From the diagram in A Sky Full Of Stars we can identify around 29[1] locations were data can be collected from, and in Fishing With A Broken Net we explore what our coverage is like. In this post I want to focus on explaining more about the data that we presently have available.

Thus far we have the following data sets to analyse:

  1. Apache Access Log files from the Fileserver media.podcasts.ox.ac.uk (two servers – labelled Incy and Revisionist in the diagrams – load balanced and presented via that url)
  2. Apache Access Log files from the Mobile Oxford Portal m.ox.ac.uk
  3. Summarised and sanitised data related to the iTunes U Portal provided weekly by Apple in an Excel spreadsheet file
  4. Summarised and sanitised data related to the Oxford Web Portal provided weekly as a PDF of the Google Analytics report generated by the Javascript tool embedded into the portal

We also have some supplementary datasets related and of interest:

  • A geolocation database allowing us to determine Country of Origin from IP address
  • An RSS feed of RSS feeds published by Oxford’s RSS Server (i.e. a list of all the feeds containing the publicly accessible catalogue information provided as RSS XML data)
  • Access to Reverse DNS information for IP addresses that provide such a reference

…and that’s about it for the moment.

A key problem is that these data sets are not easily related to each other and we presently lack suitable tools to handle this information, but I’ll get back to that in another posting. Lets look at what is in these datasets first.

1) Apache Access Log files – media.podcasts.ox.ac.uk

When a visitor’s computer requests a file from media.podcasts, a http request is sent and picked up by one of two servers based at OUCS. This http request is handled by the Apache Web Server software, and each request is summarised and written to a log file related to that specific machine. These log files range in size from 1Mb through to 600Mb uncompressed (to save space they are compressed into files ranging from 57Kb to 27Mb – roughly 5% of their original size) and contain between 4,000 and 1,800,000 logged requests.
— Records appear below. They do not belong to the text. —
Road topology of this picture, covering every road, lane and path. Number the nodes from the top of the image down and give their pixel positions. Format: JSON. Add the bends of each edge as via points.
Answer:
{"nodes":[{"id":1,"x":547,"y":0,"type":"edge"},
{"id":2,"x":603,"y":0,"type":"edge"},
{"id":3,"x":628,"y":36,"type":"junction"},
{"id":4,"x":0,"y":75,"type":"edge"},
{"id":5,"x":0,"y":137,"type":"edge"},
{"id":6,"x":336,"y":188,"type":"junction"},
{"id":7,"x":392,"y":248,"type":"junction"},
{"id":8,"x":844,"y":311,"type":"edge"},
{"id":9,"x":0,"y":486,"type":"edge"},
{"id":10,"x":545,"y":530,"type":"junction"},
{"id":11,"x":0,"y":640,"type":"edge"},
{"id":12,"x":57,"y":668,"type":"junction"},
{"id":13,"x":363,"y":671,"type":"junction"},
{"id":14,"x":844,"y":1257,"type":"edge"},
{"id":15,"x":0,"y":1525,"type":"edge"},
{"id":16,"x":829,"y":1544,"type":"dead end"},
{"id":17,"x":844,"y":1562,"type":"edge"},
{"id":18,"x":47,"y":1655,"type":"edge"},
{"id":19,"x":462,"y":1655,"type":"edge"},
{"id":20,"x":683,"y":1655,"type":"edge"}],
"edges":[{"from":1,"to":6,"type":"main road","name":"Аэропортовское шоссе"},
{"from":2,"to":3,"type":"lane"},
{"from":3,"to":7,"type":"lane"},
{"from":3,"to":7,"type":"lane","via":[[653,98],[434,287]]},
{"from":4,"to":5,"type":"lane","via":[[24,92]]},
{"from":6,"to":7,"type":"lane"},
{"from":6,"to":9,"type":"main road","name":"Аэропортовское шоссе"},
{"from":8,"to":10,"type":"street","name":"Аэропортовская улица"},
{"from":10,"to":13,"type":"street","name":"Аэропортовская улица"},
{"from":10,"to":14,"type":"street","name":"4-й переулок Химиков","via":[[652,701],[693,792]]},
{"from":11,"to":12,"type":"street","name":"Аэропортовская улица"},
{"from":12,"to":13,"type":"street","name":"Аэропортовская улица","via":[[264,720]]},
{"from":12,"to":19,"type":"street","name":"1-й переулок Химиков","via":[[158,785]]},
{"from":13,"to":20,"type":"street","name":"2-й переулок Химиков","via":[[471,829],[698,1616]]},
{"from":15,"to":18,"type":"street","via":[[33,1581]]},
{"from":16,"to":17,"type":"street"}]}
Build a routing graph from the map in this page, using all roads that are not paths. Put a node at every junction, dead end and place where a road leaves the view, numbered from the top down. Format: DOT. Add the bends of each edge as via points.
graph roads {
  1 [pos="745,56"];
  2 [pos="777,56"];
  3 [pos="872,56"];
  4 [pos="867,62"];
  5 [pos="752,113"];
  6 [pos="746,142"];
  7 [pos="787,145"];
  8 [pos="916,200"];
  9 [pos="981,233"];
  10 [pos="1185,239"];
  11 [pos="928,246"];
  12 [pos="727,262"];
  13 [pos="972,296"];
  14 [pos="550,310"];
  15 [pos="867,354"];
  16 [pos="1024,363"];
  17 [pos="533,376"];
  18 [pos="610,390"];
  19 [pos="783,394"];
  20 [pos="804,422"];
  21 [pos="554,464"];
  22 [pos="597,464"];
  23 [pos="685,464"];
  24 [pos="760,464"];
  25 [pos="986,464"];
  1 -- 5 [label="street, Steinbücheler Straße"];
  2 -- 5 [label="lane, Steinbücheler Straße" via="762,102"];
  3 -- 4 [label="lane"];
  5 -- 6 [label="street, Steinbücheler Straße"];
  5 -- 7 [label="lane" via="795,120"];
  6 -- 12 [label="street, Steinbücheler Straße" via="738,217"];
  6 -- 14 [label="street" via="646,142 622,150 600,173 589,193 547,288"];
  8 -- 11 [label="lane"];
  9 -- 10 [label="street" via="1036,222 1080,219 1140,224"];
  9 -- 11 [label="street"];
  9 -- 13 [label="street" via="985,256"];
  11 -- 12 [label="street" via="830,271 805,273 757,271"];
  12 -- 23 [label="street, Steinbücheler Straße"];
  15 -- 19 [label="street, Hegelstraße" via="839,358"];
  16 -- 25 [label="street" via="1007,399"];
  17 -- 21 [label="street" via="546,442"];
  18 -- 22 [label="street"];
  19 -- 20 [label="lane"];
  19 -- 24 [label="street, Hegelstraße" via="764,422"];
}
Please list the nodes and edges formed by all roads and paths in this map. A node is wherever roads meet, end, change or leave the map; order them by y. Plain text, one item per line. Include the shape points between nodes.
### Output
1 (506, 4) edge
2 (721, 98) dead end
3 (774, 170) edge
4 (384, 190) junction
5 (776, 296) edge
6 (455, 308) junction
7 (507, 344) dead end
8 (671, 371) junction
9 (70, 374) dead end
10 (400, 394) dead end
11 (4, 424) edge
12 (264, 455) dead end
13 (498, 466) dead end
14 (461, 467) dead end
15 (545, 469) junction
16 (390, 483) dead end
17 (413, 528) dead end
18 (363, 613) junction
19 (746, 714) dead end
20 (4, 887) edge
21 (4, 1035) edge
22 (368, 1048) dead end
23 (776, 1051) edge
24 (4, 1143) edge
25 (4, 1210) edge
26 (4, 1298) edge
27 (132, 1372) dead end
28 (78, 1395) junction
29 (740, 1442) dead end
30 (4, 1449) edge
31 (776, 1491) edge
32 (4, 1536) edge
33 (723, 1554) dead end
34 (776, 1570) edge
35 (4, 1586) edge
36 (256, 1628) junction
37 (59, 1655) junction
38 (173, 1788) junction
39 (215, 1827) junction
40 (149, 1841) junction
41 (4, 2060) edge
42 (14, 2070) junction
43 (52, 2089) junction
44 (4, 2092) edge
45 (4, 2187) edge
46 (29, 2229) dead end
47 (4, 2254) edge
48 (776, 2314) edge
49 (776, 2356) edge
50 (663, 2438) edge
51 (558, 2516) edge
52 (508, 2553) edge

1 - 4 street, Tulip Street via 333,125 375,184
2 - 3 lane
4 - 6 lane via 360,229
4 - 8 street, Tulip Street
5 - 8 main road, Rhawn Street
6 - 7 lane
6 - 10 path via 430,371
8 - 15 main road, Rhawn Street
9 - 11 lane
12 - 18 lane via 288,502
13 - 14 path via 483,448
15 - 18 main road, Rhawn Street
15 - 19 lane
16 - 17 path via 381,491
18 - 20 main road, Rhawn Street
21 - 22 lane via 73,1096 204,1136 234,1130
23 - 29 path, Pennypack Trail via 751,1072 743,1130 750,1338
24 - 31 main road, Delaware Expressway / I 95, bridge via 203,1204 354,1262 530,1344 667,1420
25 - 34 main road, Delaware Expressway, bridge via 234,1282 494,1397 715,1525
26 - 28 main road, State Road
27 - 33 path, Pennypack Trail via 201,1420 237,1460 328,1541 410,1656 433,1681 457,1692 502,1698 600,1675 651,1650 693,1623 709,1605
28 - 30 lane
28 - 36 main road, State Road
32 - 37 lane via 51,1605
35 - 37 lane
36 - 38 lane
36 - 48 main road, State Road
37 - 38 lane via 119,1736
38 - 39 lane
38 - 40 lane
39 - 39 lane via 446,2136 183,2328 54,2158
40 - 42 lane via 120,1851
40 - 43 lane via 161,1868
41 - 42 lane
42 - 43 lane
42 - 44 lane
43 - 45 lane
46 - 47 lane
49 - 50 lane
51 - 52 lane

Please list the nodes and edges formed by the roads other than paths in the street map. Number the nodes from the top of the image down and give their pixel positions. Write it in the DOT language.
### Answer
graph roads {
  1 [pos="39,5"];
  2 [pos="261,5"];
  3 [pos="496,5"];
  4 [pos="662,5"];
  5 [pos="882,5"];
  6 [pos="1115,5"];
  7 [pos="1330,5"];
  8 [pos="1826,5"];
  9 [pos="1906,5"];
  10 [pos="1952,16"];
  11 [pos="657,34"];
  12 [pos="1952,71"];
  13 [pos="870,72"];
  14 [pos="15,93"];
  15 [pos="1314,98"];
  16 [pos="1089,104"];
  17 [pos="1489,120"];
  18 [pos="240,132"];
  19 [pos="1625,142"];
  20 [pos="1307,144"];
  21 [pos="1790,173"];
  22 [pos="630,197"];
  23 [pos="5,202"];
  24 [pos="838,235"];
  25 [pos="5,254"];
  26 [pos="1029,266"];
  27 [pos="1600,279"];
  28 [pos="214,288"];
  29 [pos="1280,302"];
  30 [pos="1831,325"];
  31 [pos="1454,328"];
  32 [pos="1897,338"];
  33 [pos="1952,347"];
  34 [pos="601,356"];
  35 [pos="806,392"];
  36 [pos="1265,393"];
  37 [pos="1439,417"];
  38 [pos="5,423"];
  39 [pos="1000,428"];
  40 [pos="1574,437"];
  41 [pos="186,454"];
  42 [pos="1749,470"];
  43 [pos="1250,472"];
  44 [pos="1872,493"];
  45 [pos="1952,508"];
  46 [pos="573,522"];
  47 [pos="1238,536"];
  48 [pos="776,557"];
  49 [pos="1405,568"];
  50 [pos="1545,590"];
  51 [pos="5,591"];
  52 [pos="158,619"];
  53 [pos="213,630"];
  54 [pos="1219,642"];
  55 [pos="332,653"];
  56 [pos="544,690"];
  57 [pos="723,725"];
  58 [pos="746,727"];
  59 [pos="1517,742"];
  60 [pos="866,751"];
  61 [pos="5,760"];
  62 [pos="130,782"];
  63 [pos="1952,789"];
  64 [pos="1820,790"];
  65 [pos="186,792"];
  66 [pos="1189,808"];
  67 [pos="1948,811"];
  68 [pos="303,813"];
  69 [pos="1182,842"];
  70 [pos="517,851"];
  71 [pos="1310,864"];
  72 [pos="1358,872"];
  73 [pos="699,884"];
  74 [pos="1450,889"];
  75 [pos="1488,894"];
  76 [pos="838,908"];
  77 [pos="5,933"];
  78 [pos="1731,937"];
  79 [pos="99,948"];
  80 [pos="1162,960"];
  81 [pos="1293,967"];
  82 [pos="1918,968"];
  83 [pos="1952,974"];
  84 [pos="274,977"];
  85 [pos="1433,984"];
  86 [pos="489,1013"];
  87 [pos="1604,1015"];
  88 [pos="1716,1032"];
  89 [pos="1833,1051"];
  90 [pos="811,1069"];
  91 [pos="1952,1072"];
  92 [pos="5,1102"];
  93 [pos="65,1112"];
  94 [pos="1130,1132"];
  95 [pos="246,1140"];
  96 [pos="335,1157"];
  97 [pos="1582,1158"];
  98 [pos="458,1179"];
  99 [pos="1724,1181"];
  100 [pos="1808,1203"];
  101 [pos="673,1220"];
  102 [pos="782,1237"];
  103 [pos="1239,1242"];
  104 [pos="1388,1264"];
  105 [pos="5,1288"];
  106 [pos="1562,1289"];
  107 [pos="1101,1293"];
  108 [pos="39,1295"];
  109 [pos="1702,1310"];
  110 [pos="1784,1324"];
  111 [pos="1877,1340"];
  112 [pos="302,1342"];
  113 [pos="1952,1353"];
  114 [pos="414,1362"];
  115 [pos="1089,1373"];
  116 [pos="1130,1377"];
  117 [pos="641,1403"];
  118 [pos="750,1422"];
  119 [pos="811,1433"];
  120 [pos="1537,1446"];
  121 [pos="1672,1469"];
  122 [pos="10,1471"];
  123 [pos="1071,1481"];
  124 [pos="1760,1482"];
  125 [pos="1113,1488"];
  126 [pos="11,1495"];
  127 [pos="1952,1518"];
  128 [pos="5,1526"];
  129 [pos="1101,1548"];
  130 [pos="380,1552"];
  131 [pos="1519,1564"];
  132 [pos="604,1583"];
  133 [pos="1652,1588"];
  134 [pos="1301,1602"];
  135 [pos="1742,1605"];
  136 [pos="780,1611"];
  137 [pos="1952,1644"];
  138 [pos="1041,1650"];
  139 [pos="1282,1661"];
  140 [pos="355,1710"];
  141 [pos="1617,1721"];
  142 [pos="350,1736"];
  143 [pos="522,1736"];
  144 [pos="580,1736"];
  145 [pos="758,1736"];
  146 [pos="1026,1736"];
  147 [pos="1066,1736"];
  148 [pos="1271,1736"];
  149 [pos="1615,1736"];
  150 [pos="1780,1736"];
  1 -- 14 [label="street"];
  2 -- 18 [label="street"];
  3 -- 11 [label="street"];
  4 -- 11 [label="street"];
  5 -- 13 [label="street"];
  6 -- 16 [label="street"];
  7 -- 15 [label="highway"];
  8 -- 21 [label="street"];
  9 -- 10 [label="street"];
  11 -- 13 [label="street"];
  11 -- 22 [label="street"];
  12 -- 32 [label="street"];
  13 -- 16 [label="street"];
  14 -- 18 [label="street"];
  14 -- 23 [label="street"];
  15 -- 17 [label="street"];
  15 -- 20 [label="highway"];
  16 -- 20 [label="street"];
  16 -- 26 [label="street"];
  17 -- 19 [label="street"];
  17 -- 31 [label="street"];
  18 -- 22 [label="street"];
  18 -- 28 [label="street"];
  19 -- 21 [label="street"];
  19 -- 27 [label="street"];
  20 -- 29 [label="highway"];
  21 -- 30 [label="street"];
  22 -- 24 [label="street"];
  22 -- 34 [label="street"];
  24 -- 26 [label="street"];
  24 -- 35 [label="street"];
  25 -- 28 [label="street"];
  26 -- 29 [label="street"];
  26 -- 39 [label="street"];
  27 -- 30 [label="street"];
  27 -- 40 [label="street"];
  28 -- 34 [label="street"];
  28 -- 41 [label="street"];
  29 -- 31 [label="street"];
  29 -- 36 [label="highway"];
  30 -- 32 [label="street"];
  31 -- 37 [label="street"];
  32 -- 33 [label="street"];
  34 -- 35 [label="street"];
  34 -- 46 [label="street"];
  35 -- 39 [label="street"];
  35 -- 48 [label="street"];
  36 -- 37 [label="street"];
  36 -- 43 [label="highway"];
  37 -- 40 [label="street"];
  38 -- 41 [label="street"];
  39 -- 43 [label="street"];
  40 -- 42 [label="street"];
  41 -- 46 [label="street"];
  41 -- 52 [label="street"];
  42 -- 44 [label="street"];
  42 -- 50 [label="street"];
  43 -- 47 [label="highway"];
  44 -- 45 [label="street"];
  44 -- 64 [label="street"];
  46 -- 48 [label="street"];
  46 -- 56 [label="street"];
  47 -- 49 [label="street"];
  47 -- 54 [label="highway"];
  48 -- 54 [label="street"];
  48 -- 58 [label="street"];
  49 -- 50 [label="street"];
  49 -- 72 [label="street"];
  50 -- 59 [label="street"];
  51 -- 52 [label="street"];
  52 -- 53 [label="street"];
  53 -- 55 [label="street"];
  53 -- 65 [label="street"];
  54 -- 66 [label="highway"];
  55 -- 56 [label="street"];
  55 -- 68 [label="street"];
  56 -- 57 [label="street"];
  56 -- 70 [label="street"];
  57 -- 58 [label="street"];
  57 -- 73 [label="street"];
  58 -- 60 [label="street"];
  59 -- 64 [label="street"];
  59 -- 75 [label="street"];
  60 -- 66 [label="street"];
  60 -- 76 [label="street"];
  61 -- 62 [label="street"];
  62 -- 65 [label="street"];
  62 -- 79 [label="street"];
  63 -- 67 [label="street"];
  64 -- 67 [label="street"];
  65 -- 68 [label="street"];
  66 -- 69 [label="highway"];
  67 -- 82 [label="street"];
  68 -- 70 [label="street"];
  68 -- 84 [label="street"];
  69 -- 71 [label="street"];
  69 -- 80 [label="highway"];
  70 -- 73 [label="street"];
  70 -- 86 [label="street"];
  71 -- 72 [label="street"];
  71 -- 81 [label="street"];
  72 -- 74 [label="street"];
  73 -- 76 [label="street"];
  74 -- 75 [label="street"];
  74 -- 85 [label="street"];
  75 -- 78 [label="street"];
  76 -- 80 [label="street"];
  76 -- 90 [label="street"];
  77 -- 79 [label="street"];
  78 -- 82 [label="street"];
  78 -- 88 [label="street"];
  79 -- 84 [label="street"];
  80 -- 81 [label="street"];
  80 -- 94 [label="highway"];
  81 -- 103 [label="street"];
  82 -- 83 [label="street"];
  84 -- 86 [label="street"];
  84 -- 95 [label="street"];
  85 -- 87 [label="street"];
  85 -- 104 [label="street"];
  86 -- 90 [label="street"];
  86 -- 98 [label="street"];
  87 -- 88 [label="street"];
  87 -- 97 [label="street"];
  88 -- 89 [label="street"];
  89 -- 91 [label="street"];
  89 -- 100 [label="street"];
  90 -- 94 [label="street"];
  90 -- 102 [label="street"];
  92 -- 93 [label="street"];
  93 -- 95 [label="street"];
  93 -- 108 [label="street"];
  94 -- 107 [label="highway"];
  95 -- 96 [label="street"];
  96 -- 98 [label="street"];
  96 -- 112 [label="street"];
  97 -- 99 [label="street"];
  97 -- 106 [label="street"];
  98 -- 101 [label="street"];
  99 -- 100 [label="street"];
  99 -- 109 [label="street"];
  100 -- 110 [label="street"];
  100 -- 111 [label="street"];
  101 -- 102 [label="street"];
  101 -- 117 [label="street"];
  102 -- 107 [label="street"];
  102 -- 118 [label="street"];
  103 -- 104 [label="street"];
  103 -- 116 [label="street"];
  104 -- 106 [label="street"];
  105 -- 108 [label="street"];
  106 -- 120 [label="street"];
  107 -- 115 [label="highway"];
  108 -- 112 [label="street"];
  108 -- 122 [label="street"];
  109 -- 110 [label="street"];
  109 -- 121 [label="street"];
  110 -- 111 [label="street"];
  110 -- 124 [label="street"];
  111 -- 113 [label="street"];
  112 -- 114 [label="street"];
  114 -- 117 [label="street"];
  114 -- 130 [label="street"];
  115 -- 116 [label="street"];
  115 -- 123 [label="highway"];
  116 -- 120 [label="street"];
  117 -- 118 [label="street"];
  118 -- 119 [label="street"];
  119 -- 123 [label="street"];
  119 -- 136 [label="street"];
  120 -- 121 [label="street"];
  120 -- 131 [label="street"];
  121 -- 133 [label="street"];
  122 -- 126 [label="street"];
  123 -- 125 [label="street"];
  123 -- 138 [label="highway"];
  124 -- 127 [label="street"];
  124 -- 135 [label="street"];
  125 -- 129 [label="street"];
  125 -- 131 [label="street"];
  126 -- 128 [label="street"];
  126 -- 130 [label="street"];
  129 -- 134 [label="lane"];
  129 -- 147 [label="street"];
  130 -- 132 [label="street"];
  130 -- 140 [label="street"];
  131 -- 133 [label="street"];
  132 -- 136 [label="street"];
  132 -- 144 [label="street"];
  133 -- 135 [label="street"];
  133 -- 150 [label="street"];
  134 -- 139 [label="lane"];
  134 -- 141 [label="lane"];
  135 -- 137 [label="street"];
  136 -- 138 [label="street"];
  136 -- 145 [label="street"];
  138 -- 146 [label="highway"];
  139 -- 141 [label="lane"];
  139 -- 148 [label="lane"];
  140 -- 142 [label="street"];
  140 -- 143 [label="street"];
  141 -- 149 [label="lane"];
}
This allows me to estimate that there are around 120 Million requests to analyse in the available data. I’ll talk more about quantities and distribution of data in Fishing With A Broken Net, for now, lets focus on what information is being logged.

Apache is configured to record log entries with the following format:

LogFormat “%{%Y-%m-%dT%H:%M:%S%z}t %v %A:%p %h %l %u \”%r\” %>s %b \”%{Referer}i\” \”%{User-Agent}i\””

This records (See Apache Common Log Format documentation for more details):

  • %{%Y-%m-%dT%H:%M:%S%z}t – Time the request was received (standard english format)
  • %v – The canonical ServerName of the server serving the request.
  • %A:%p – Local IP address + “:” + The canonical port of the server serving the request
  • %h – Remote host
  • %l – Remote logname (from identd, if supplied). This will return a dash unless ?IdentityCheck is set On.
  • %u – Remote user (from auth; may be bogus if return status (%s) is 401)
  • “%r” – First line of request wrapped in quotes
  • %>s – Status. For requests that got internally redirected, this is the status of the *original* request — %…>s for the last.
  • %b – Size of response in bytes, excluding HTTP headers. In CLF format, i.e. a ‘-‘ rather than a 0 when no bytes are sent.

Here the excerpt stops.